Taimados que somos, la desconfianza hacia los sondeos es tan grande que entre 30 y 40 por ciento de los auscultados se niega a responder a las encuestadoras. A menos de dos semanas de los comicios, el porcentaje de los indecisos fluctúa entre 15 y 30 por ciento. Eso significa que al menos la mitad de la población en edad de votar no quiere decir por quién lo hará o no lo sabe aún.
No hay certeza. Decenas de miles de jóvenes en todo el país acabaron con ella. Le propinaron un certero manotazo al tablero de ajedrez electoral en el que el final de la partida estaba anunciado. Las piezas se movieron. La formación de un vigoroso e imprevisible movimiento anti Peña Nieto cambió las reglas del juego. El candidato priísta está cercado en todos su desplazamientos. Adonde llega brotan protestas espontáneas en su contra.
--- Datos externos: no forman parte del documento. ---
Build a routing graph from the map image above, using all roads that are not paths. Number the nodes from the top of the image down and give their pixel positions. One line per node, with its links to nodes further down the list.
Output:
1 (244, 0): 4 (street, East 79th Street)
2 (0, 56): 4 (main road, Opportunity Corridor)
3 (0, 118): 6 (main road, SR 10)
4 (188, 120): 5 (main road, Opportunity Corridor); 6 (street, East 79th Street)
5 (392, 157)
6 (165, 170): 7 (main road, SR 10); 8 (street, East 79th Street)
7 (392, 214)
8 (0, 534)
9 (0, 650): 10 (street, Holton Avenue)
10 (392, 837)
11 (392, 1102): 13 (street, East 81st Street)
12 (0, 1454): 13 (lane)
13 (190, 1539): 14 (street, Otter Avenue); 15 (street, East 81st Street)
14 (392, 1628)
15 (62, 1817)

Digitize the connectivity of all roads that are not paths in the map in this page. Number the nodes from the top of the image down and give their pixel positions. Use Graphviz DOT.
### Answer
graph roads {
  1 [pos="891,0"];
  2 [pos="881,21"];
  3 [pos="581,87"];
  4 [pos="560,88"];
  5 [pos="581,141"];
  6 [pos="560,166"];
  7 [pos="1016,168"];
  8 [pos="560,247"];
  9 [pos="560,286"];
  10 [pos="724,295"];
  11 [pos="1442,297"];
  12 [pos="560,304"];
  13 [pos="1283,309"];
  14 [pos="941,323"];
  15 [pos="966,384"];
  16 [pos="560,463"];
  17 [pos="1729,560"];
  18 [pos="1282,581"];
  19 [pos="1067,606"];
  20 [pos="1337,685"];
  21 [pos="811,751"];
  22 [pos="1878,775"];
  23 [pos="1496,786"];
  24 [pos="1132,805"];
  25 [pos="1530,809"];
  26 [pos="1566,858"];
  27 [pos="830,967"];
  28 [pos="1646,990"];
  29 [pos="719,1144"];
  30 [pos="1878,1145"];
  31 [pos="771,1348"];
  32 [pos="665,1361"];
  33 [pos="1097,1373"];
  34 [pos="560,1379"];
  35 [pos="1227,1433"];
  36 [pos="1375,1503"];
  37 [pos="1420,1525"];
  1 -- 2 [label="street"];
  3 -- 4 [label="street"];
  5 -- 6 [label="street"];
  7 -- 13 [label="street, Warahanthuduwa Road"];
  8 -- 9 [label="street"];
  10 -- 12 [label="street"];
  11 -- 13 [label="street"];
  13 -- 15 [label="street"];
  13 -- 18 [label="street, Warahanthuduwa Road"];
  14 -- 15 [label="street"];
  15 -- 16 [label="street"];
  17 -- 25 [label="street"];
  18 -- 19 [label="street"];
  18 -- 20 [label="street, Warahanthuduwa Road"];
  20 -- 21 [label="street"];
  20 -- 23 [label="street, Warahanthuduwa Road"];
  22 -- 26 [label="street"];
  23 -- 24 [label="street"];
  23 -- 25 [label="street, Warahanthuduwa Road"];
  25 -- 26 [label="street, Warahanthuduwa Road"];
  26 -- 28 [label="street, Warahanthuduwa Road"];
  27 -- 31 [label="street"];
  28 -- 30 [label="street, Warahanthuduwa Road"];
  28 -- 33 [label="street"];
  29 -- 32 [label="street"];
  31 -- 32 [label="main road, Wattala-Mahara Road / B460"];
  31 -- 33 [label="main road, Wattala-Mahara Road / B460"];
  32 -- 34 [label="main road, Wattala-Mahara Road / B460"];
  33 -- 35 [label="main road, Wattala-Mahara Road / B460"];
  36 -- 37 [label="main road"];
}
La lógica de las calles es distinta a la de las urnas, dicen los analistas. Olvidan que, al mismo tiempo que miles de universitarios marchan contra Peña Nieto y en favor de la democratización de los medios de comunicación, en las encuestas crecen los negativos del mexiquense, es decir, la cantidad de ciudadanos que de ninguna manera están dispuestos a votar por él.
En el cuarto de guerra priísta no saben cómo enfrentar la ola de desobediencia civil contra su candidato. Las campañas de satanización contra los jóvenes no logran contener ni aislar su movimiento. Son incapaces de enfrenar con éxito una protesta sin líderes visibles y sin estructuras organizativas centralizadas.
El control que el tricolor tiene de una parte muy importante de los medios de comunicación no logra impedir que el movimiento transmita su mensaje, primero elaborando sus propios contenidos y usando las redes sociales para difundirlo y, segundo, divulgando la información y opinión generadas en los medios de comunicación que no se sujetan a la lógica tricolor. El movimiento ha construido su propio relato.
Aunque el #YoSoy132 atraviesa la coyuntura electoral, es un movimiento distinto a las campañas políticas tradicionales. No hay allí activistas a sueldo, ni recursos para movilizarse y elaborar propaganda, ni línea a seguir. Hay convicción en una causa: Peña Nieto y el PRI representan el pasado que no debe volver. Hay frescura, novedad, compromiso y solidaridad. No hay la pretensión de obtener beneficios materiales.
Día a día, el movimiento inventa su porvenir, redefine su horizonte. Sorprendentemente, condensa el descontento profundo de parte de la sociedad mexicana que no encontraba una vía de salida para expresar su malestar. Los universitarios han decidido jugar sus propias cartas y no las del establecimiento político. Al hacerlo ha provocado que el futuro no sea ya lo que era.
Ante la pasividad del IFE, desde Los Pinos se abona el terreno de la incertidumbre. Un día las ocho columnas de la mayoría de la prensa escrita, los noticiarios radiofónicos y los telediarios embisten contra la propuesta económica de Andrés Manuel López Obrador. Al día siguiente Felipe Calderón se mete de lleno a la contienda electoral. Simultáneamente se filtran a la prensa casos que documentan la corrupción de importantes mandos priístas o sus vínculos con el narcotráfico.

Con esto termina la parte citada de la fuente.